The Rev. Kevin Kline Smeltzer was fired from a Pennsylvania Church of the Brethren parish after officiating a same-sex wedding in State College, the minister confirmed to the Centre Daily TimesMonday. Smetzer declined to identify the specific church where he was formerly employed, but did confirm that the congregation asked him to leave over his difference in belief.
On August 19, Smeltzer married Joseph Davis and Gregory Scalzo at the home of State College mayor Elizabeth Goreham. During the ceremony, Smeltzer offered a statement in support of marriage equality and the couple, because the men "are very much in love and obviously committed to each other," according to the Times.
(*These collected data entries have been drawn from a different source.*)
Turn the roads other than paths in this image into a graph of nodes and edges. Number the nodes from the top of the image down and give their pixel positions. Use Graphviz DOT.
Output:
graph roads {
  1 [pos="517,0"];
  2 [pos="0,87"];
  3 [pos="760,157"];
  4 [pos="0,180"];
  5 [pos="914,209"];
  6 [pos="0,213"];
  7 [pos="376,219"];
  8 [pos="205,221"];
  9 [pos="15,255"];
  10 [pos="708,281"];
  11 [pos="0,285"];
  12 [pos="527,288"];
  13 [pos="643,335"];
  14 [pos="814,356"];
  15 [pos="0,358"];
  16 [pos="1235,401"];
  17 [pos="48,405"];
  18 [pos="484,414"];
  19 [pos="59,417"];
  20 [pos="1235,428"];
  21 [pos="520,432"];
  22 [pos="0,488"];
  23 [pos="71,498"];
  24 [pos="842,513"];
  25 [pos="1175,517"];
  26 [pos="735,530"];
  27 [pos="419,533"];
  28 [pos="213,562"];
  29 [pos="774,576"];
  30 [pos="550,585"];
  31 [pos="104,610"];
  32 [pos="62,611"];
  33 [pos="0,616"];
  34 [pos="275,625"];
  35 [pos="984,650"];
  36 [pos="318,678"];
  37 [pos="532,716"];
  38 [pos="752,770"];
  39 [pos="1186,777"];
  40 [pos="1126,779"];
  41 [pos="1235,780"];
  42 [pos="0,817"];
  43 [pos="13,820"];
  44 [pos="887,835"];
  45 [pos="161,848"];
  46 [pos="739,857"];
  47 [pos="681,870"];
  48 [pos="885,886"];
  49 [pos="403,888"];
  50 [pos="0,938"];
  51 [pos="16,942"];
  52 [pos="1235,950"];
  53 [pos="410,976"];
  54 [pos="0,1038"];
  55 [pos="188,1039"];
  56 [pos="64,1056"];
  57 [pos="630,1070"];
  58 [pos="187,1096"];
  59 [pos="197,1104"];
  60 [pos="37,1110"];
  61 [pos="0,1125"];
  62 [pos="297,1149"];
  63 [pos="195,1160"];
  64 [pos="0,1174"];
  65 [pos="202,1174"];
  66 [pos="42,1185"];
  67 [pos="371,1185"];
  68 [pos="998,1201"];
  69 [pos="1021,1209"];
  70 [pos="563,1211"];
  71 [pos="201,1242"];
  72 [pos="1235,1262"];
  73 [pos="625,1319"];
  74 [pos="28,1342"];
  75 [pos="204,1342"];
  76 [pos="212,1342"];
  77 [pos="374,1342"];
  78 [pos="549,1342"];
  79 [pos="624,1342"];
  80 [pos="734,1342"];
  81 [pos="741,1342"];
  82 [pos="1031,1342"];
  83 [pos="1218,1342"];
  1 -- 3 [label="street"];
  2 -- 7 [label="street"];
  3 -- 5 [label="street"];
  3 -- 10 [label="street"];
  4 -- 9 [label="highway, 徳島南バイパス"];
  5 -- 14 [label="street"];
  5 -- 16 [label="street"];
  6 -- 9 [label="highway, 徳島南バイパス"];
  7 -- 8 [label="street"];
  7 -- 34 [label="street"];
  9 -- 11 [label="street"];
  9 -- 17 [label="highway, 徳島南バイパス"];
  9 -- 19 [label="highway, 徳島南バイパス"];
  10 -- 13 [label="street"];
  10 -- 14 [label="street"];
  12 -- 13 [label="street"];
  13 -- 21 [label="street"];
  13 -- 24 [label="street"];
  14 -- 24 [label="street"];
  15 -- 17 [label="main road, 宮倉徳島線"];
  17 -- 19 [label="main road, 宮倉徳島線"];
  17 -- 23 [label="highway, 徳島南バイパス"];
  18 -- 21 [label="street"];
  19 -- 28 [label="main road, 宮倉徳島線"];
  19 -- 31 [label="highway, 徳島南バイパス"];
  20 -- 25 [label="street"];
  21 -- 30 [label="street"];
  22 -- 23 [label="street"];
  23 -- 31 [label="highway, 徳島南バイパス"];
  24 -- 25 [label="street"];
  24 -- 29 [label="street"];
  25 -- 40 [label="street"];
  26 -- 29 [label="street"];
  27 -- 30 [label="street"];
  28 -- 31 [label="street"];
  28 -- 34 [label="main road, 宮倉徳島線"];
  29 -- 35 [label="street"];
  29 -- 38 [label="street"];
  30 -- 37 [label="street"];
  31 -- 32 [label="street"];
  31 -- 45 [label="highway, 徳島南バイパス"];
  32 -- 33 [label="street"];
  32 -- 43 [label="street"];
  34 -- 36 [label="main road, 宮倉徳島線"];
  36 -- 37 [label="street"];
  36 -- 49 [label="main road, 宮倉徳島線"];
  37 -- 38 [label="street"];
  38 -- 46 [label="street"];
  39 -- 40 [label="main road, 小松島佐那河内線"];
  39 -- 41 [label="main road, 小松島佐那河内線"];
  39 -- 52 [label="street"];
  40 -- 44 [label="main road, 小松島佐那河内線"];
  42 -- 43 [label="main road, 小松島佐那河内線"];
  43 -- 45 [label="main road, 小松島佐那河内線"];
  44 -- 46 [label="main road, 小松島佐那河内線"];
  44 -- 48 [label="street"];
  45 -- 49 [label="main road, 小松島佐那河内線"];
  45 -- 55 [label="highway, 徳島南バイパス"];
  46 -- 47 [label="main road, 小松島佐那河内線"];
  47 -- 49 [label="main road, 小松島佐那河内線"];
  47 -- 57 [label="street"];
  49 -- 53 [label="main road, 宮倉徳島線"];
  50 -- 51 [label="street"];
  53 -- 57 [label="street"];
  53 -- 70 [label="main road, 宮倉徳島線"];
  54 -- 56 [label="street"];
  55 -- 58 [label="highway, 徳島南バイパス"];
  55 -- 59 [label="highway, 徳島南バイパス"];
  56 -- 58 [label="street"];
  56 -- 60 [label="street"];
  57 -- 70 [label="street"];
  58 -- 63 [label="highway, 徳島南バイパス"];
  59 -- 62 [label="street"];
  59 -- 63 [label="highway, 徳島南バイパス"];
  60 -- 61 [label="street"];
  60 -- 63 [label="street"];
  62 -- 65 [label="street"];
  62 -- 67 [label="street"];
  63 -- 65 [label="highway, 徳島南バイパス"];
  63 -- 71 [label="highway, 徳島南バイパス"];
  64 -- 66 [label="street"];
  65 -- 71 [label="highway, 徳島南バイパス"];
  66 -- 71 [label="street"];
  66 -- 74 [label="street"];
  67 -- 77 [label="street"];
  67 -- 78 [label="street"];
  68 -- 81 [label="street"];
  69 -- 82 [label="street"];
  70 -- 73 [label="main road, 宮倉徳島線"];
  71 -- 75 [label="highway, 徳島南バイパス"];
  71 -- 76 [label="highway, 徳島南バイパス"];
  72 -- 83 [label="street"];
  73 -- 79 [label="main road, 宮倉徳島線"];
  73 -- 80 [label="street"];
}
Although a 1996 Pennsylvania law prohibits the state from performing or recognizing same-sex marriages, Scalzo and Davis received a marriage license from Montgomery County register of wills D. Bruce Hanes, who began issuing licenses to same-sex couples as an act of conscience in defiance of the law in July. A state judge ordered Hanes to stop issuing licenses earlier this month, but Scalzo and Davis were one of the more than 170 couples who were licensed before the judge's order.
The American Civil Liberties Union filed a lawsuit challenging Pennsylvania's so-called Defense of Marriage Act in July, contending that it violates the U.S. Constitution based on this summer's ruling from the U.S. Supreme Court striking down a key section of the federal DOMA as unconstitutional. Pennsylvania attorney general Kathleen Kane said she won't defend the state law in court, believing it to be "wholly unconstitutional." The state's Republican governor, however, has filed a brief in defense of the antigay law, claiming that same-sex marriage are legally meaningless, like hypothetical marriages between 12-year-olds.